Why crypto will revolutionise the finance industry
Cryptocurrencies – or more accurately, crypto assets – are all the rage now. Every week, there seems to be breaking news about some new development in the nascent space. Just two weeks ago, the entire crypto market crashed more than 40%, making it one of the worst crashes in its 12-year history. To get a sense of its scale, almost a trillion dollars were wiped off from its total market cap in a matter of days.
Add that to the fantastical stories of those who buy some unknown cryptocurrency only to have it appreciate in value so quickly as to make them millionaires in a matter of months and you have an industry that incites both agony and ecstasy in equal measure.
Despite how fractious opinions on it are, one thing’s undeniable: adoption of cryptocurrencies is increasing everyday, with hundreds of millions of people across the globe embracing it. This is because, among other things, cryptocurrencies possess a few key characteristics:
1. They are digital money secured by cryptographic technology. This makes them inherently hack-proof (exchanges and smart contracts however, can be hacked or exploited).
2. They are decentralised, hence they don’t rely on a centralised authority (like a bank) to process and validate transactions. This is made possible by blockchain technology, which stores all transaction data in a transparent, distributed online public ledger. This allows for trustfree, permissionless, peer-to-peer money transfer.
There are multiple reasons for their increasing allure. The table below compares cryptocurrency to standard fiat currency, illustrating its attractiveness:
However, for all their virtues, cryptocurrencies aren’t without their risks. For one, their prices fluctuate wildly, often taking their owners on a wild, emotional roller coaster. These are some of the many things that affect their price:
- Regulatory decisions: When major countries such as the US and China decide to regulate, ban or allow the use of cryptocurrencies, their prices are drastically affected. For instance, when Chinese authorities vowed to crackdown on Bitcoin mining and trading on May 20, 2021, its price tumbled by around 8.5%, taking the entire cryptocurrency market with it.

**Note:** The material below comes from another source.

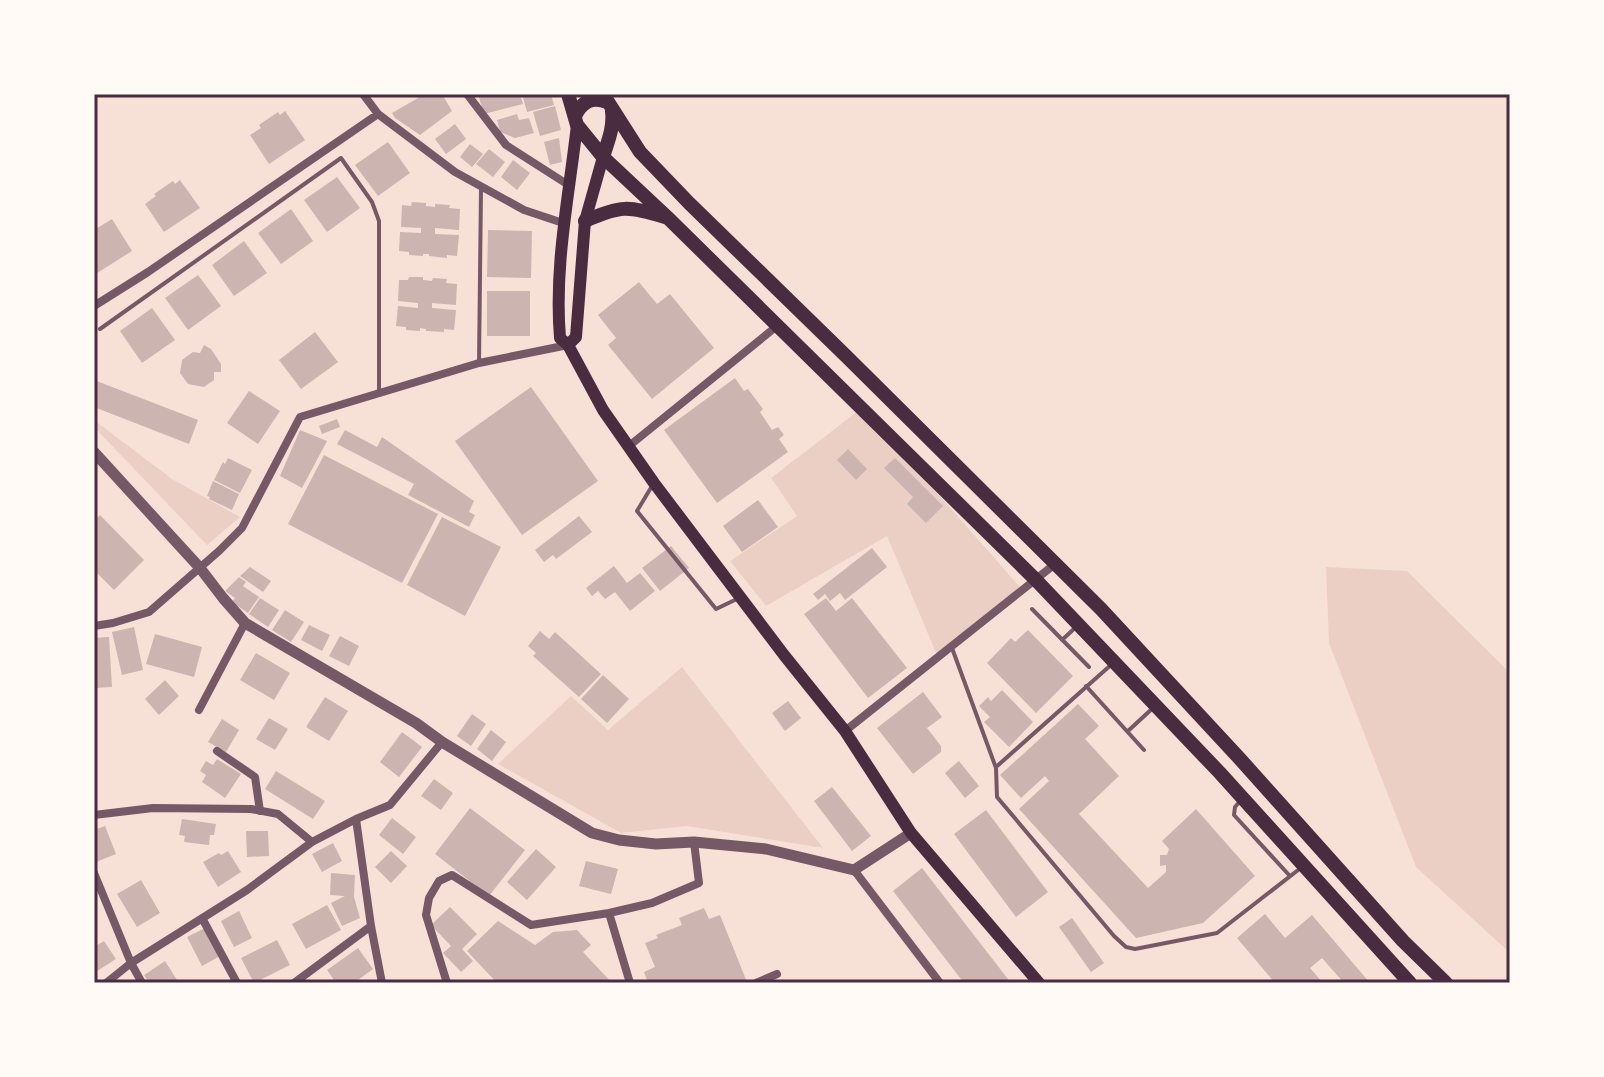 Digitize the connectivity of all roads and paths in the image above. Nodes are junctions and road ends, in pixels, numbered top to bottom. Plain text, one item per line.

- Technology upgrades: Cryptocurrencies are often subjected to periodic technology upgrades that usually result in their prices rising due to their increased utility.
- Institutional investment: In August 2020, MicroStrategy Incorporated, a publicly-traded company, purchased US$250 million worth of Bitcoins, marking a watershed moment for Bitcoin’s institutional adoption. Since then, they’ve poured many millions into purchasing more Bitcoins. Similarly, other major corporations such as Greyscale and Tesla have billions of dollars worth of Bitcoins in their account books. Unsurprisingly, this caused massive spikes in Bitcoin’s price.
- Whale action: Whales are investors who hold massive amounts of a cryptocurrency and whose actions can have a marked influence on the market. Their actions are among the primary reasons for the stunning market crash of May 2021.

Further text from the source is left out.